The entries are to be written out word for word, with their images left out.

DATASET ENTRIES Block Start

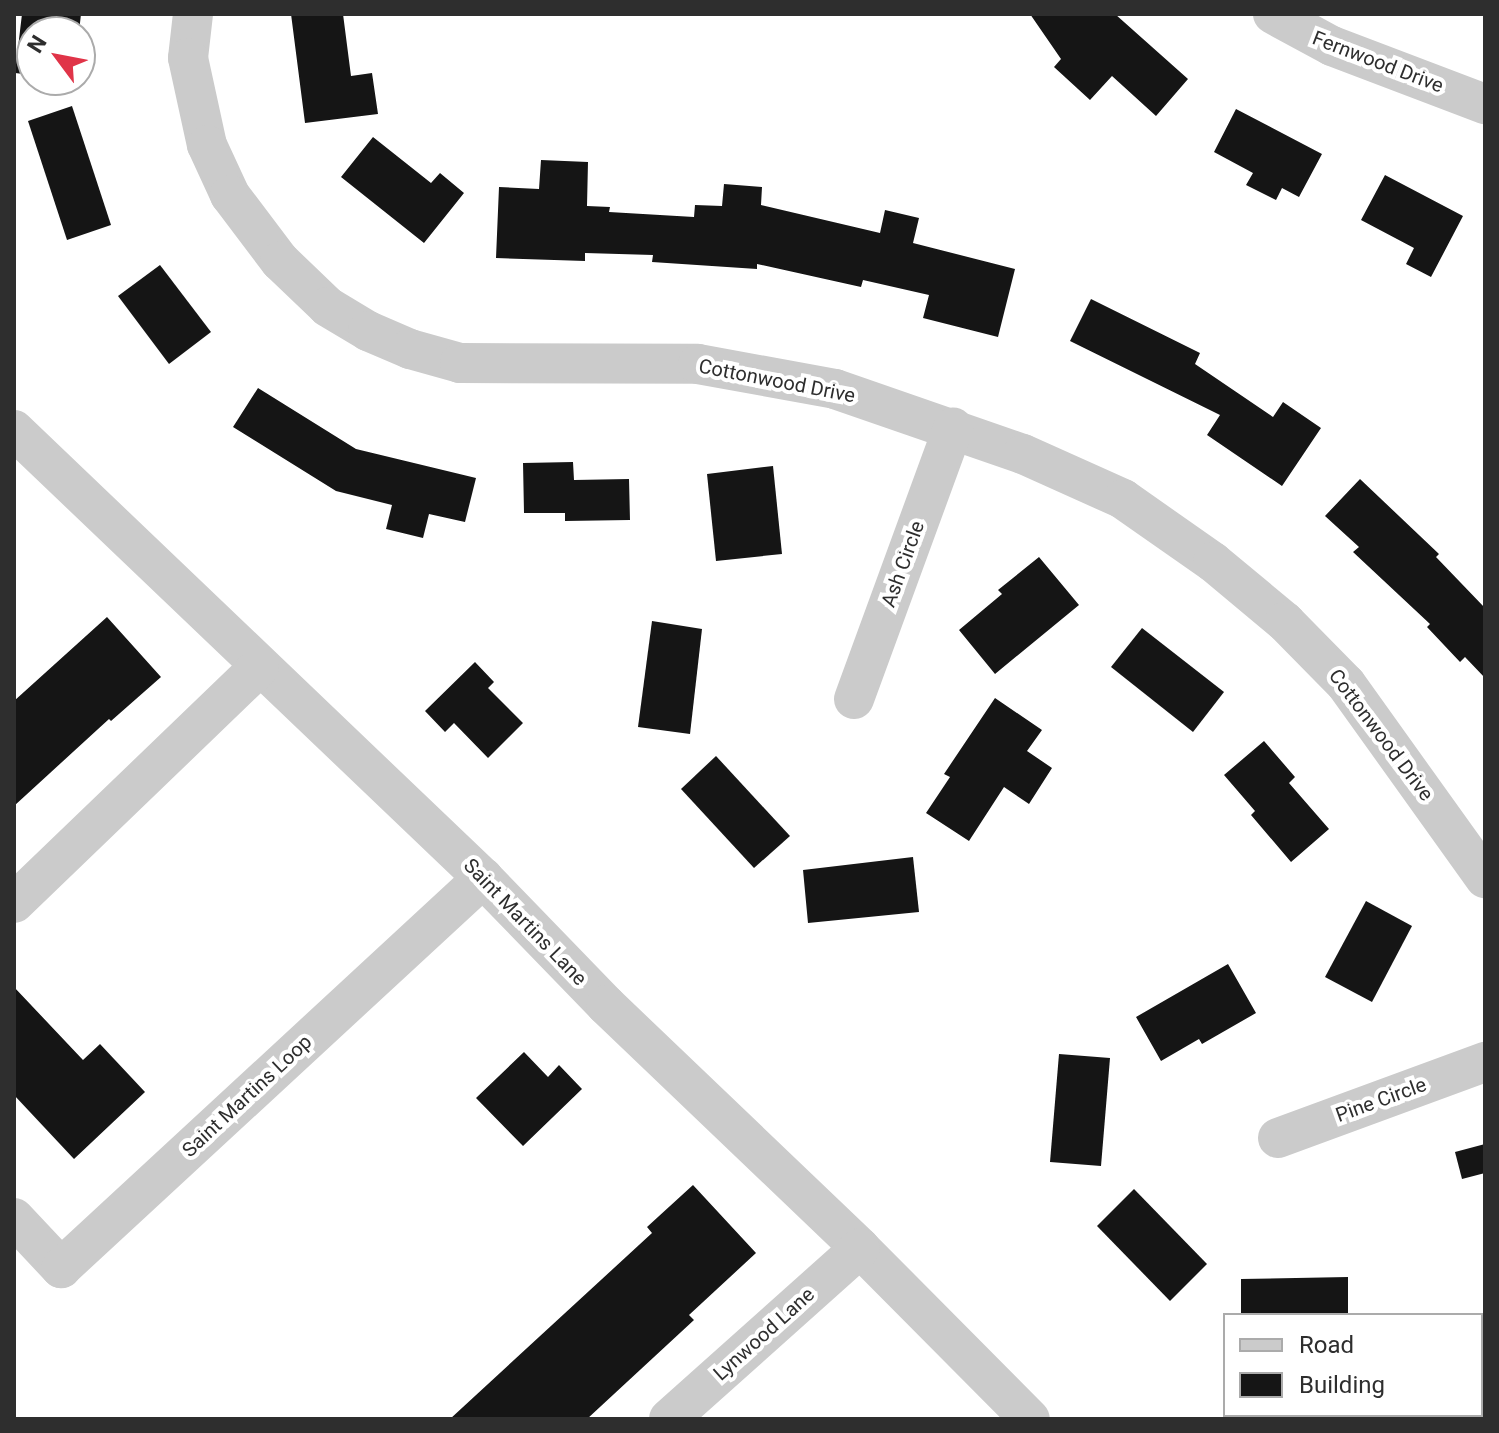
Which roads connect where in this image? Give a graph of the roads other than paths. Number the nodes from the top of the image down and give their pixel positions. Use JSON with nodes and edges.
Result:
{"nodes":[{"id":1,"x":193,"y":14,"type":"edge"},
{"id":2,"x":1273,"y":14,"type":"edge"},
{"id":3,"x":1485,"y":104,"type":"edge"},
{"id":4,"x":953,"y":428,"type":"junction"},
{"id":5,"x":14,"y":430,"type":"edge"},
{"id":6,"x":259,"y":667,"type":"junction"},
{"id":7,"x":854,"y":699,"type":"dead end"},
{"id":8,"x":483,"y":878,"type":"junction"},
{"id":9,"x":1485,"y":878,"type":"edge"},
{"id":10,"x":14,"y":903,"type":"edge"},
{"id":11,"x":1485,"y":1062,"type":"edge"},
{"id":12,"x":1278,"y":1138,"type":"dead end"},
{"id":13,"x":14,"y":1218,"type":"edge"},
{"id":14,"x":860,"y":1248,"type":"junction"},
{"id":15,"x":669,"y":1419,"type":"edge"},
{"id":16,"x":1030,"y":1419,"type":"edge"}],
"edges":[{"from":1,"to":4,"type":"street","name":"Cottonwood Drive"},
{"from":2,"to":3,"type":"street","name":"Fernwood Drive"},
{"from":4,"to":7,"type":"street","name":"Ash Circle"},
{"from":4,"to":9,"type":"street","name":"Cottonwood Drive"},
{"from":5,"to":6,"type":"street","name":"Saint Martins Lane"},
{"from":6,"to":8,"type":"street","name":"Saint Martins Lane"},
{"from":6,"to":10,"type":"street"},
{"from":8,"to":13,"type":"street","name":"Saint Martins Loop"},
{"from":8,"to":14,"type":"street","name":"Saint Martins Lane"},
{"from":11,"to":12,"type":"street","name":"Pine Circle"},
{"from":14,"to":15,"type":"street","name":"Lynwood Lane"},
{"from":14,"to":16,"type":"street","name":"Saint Martins Lane"}]}
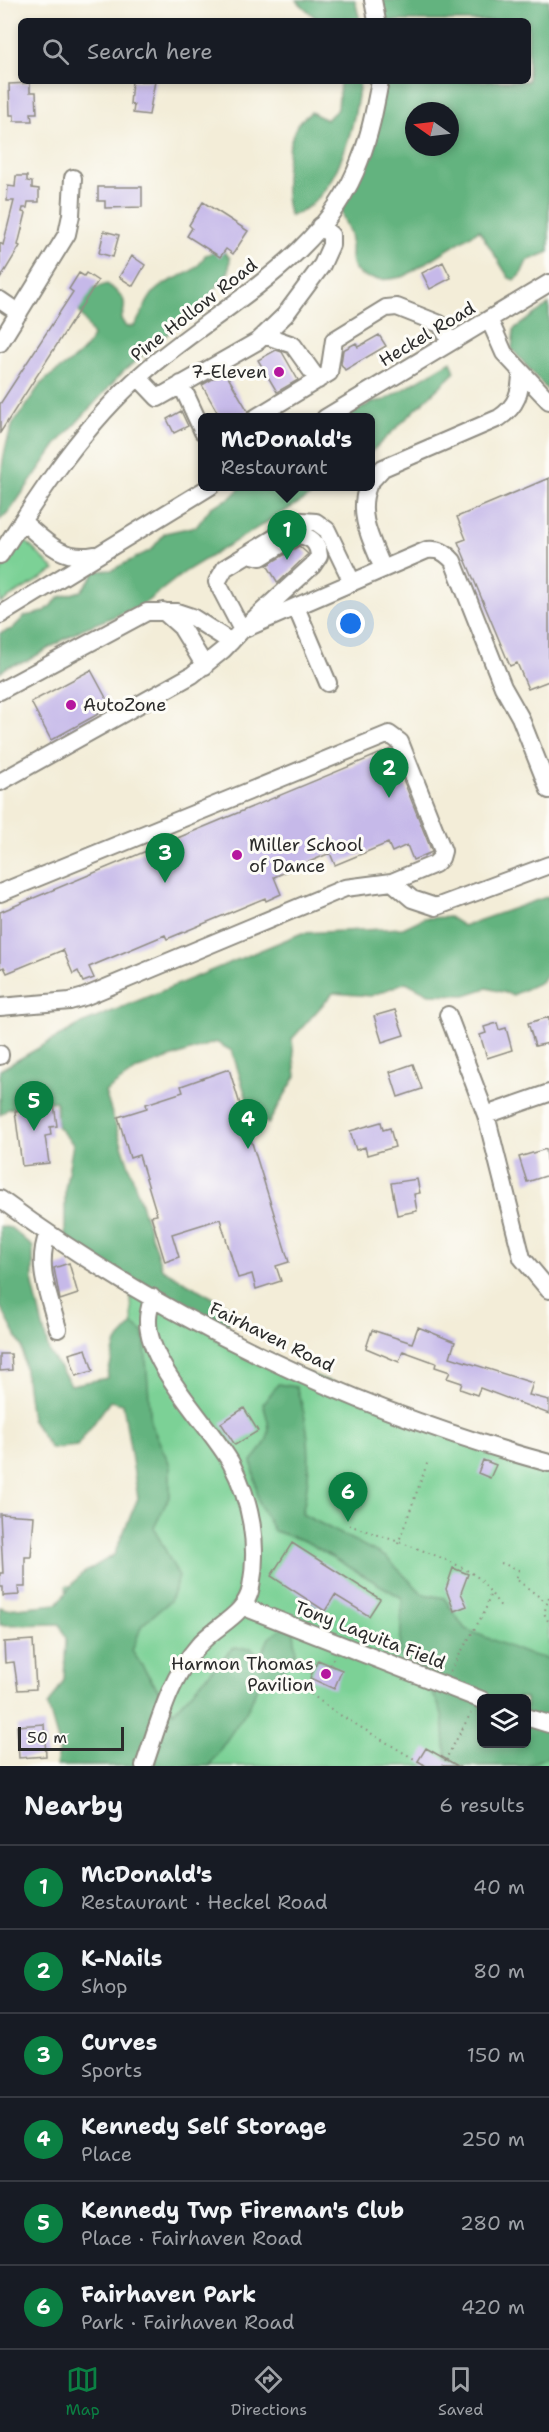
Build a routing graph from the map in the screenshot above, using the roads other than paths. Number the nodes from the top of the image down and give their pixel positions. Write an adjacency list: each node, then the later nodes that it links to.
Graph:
1 (373, 0): 2 (street)
2 (376, 18)
3 (379, 84): 5 (street, Pine Hollow Road)
4 (73, 178): 8 (street)
5 (321, 226): 10 (street); 14 (street, Pine Hollow Road)
6 (549, 283): 9 (street, Heckel Road)
7 (0, 300): 8 (street)
8 (19, 313): 12 (street)
9 (489, 319): 11 (street, Heckel Road); 13 (street)
10 (264, 335): 15 (street); 16 (street)
11 (451, 342): 15 (street); 19 (street, Heckel Road)
12 (0, 343)
13 (521, 371): 17 (street); 21 (street)
14 (138, 377): 16 (street); 24 (street, Pine Hollow Road)
15 (318, 380): 18 (street)
16 (182, 384): 20 (street)
17 (549, 401)
18 (262, 413)
19 (332, 413)
20 (198, 421)
21 (375, 477)
22 (203, 491): 27 (street)
23 (366, 491): 28 (street)
24 (22, 521): 26 (street, Pine Hollow Road); 27 (street)
25 (248, 554): 29 (street); 33 (street); 33 (street)
26 (0, 555)
27 (98, 555): 32 (street)
28 (383, 569): 29 (street); 38 (street)
29 (352, 582): 30 (street)
30 (296, 607): 33 (street); 35 (street)
31 (162, 610): 33 (street); 34 (street); 36 (street)
32 (0, 615)
33 (236, 636): 34 (street)
34 (205, 666): 37 (street)
35 (328, 683)
36 (0, 691)
37 (0, 782)
38 (549, 790)
39 (549, 865): 40 (street)
40 (392, 882): 41 (street); 42 (street)
41 (0, 893)
42 (0, 1007)
43 (448, 1015): 45 (street)
44 (549, 1093): 45 (street)
45 (486, 1115): 48 (street)
46 (0, 1199): 47 (street, Fairhaven Road)
47 (48, 1233): 49 (street, Fairhaven Road); 50 (street)
48 (549, 1290)
49 (152, 1297): 51 (street, Fairhaven Road); 52 (street)
50 (58, 1329)
51 (549, 1463)
52 (244, 1607): 53 (street, Tony Laquita Field); 56 (street)
53 (477, 1698)
54 (531, 1719): 55 (street)
55 (549, 1724)
56 (144, 1766)

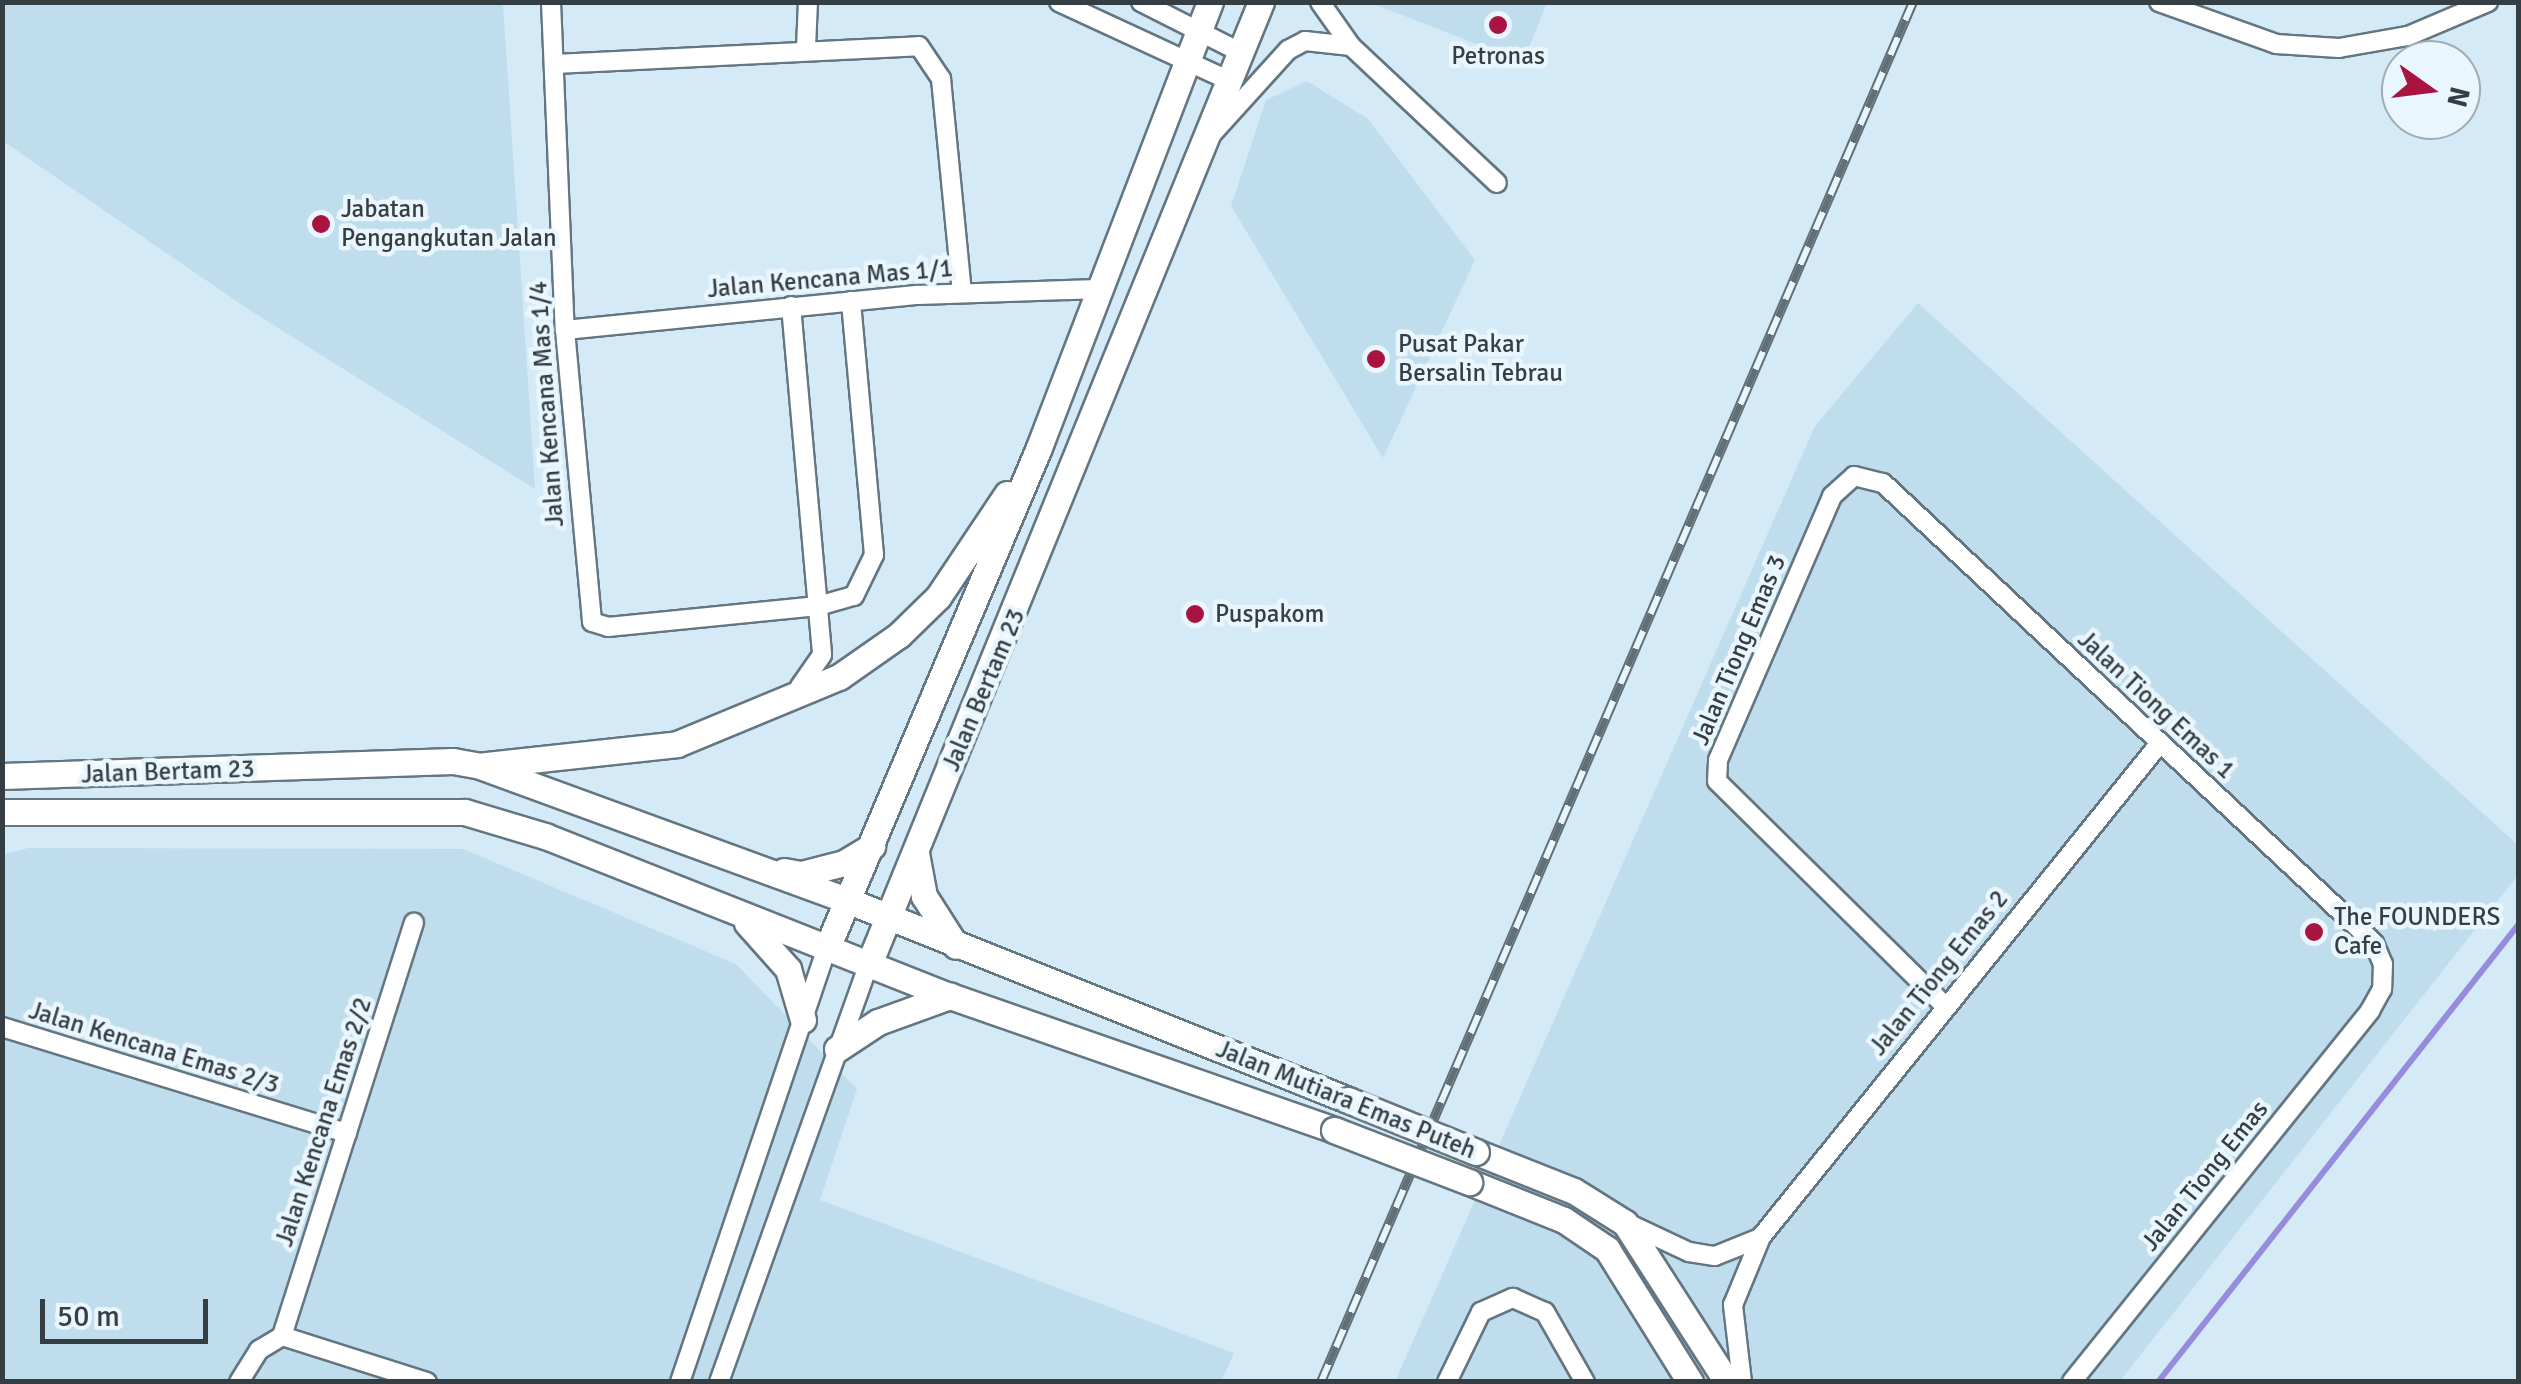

DATASET ENTRIES Block End

WRITTEN ANSWER:
Which roads connect where in this image? Give a graph of the roads other than paths. Number the nodes from the top of the image down and give their pixel positions. Use JSON with nodes and edges.
Result:
{"nodes":[{"id":1,"x":193,"y":14,"type":"edge"},
{"id":2,"x":1273,"y":14,"type":"edge"},
{"id":3,"x":1485,"y":104,"type":"edge"},
{"id":4,"x":953,"y":428,"type":"junction"},
{"id":5,"x":14,"y":430,"type":"edge"},
{"id":6,"x":259,"y":667,"type":"junction"},
{"id":7,"x":854,"y":699,"type":"dead end"},
{"id":8,"x":483,"y":878,"type":"junction"},
{"id":9,"x":1485,"y":878,"type":"edge"},
{"id":10,"x":14,"y":903,"type":"edge"},
{"id":11,"x":1485,"y":1062,"type":"edge"},
{"id":12,"x":1278,"y":1138,"type":"dead end"},
{"id":13,"x":14,"y":1218,"type":"edge"},
{"id":14,"x":860,"y":1248,"type":"junction"},
{"id":15,"x":669,"y":1419,"type":"edge"},
{"id":16,"x":1030,"y":1419,"type":"edge"}],
"edges":[{"from":1,"to":4,"type":"street","name":"Cottonwood Drive"},
{"from":2,"to":3,"type":"street","name":"Fernwood Drive"},
{"from":4,"to":7,"type":"street","name":"Ash Circle"},
{"from":4,"to":9,"type":"street","name":"Cottonwood Drive"},
{"from":5,"to":6,"type":"street","name":"Saint Martins Lane"},
{"from":6,"to":8,"type":"street","name":"Saint Martins Lane"},
{"from":6,"to":10,"type":"street"},
{"from":8,"to":13,"type":"street","name":"Saint Martins Loop"},
{"from":8,"to":14,"type":"street","name":"Saint Martins Lane"},
{"from":11,"to":12,"type":"street","name":"Pine Circle"},
{"from":14,"to":15,"type":"street","name":"Lynwood Lane"},
{"from":14,"to":16,"type":"street","name":"Saint Martins Lane"}]}
Build a routing graph from the map in the screenshot above, using the roads other than paths. Number the nodes from the top of the image down and give their pixel positions. Write an adjacency list: each node, then the later nodes that it links to.
Graph:
1 (373, 0): 2 (street)
2 (376, 18)
3 (379, 84): 5 (street, Pine Hollow Road)
4 (73, 178): 8 (street)
5 (321, 226): 10 (street); 14 (street, Pine Hollow Road)
6 (549, 283): 9 (street, Heckel Road)
7 (0, 300): 8 (street)
8 (19, 313): 12 (street)
9 (489, 319): 11 (street, Heckel Road); 13 (street)
10 (264, 335): 15 (street); 16 (street)
11 (451, 342): 15 (street); 19 (street, Heckel Road)
12 (0, 343)
13 (521, 371): 17 (street); 21 (street)
14 (138, 377): 16 (street); 24 (street, Pine Hollow Road)
15 (318, 380): 18 (street)
16 (182, 384): 20 (street)
17 (549, 401)
18 (262, 413)
19 (332, 413)
20 (198, 421)
21 (375, 477)
22 (203, 491): 27 (street)
23 (366, 491): 28 (street)
24 (22, 521): 26 (street, Pine Hollow Road); 27 (street)
25 (248, 554): 29 (street); 33 (street); 33 (street)
26 (0, 555)
27 (98, 555): 32 (street)
28 (383, 569): 29 (street); 38 (street)
29 (352, 582): 30 (street)
30 (296, 607): 33 (street); 35 (street)
31 (162, 610): 33 (street); 34 (street); 36 (street)
32 (0, 615)
33 (236, 636): 34 (street)
34 (205, 666): 37 (street)
35 (328, 683)
36 (0, 691)
37 (0, 782)
38 (549, 790)
39 (549, 865): 40 (street)
40 (392, 882): 41 (street); 42 (street)
41 (0, 893)
42 (0, 1007)
43 (448, 1015): 45 (street)
44 (549, 1093): 45 (street)
45 (486, 1115): 48 (street)
46 (0, 1199): 47 (street, Fairhaven Road)
47 (48, 1233): 49 (street, Fairhaven Road); 50 (street)
48 (549, 1290)
49 (152, 1297): 51 (street, Fairhaven Road); 52 (street)
50 (58, 1329)
51 (549, 1463)
52 (244, 1607): 53 (street, Tony Laquita Field); 56 (street)
53 (477, 1698)
54 (531, 1719): 55 (street)
55 (549, 1724)
56 (144, 1766)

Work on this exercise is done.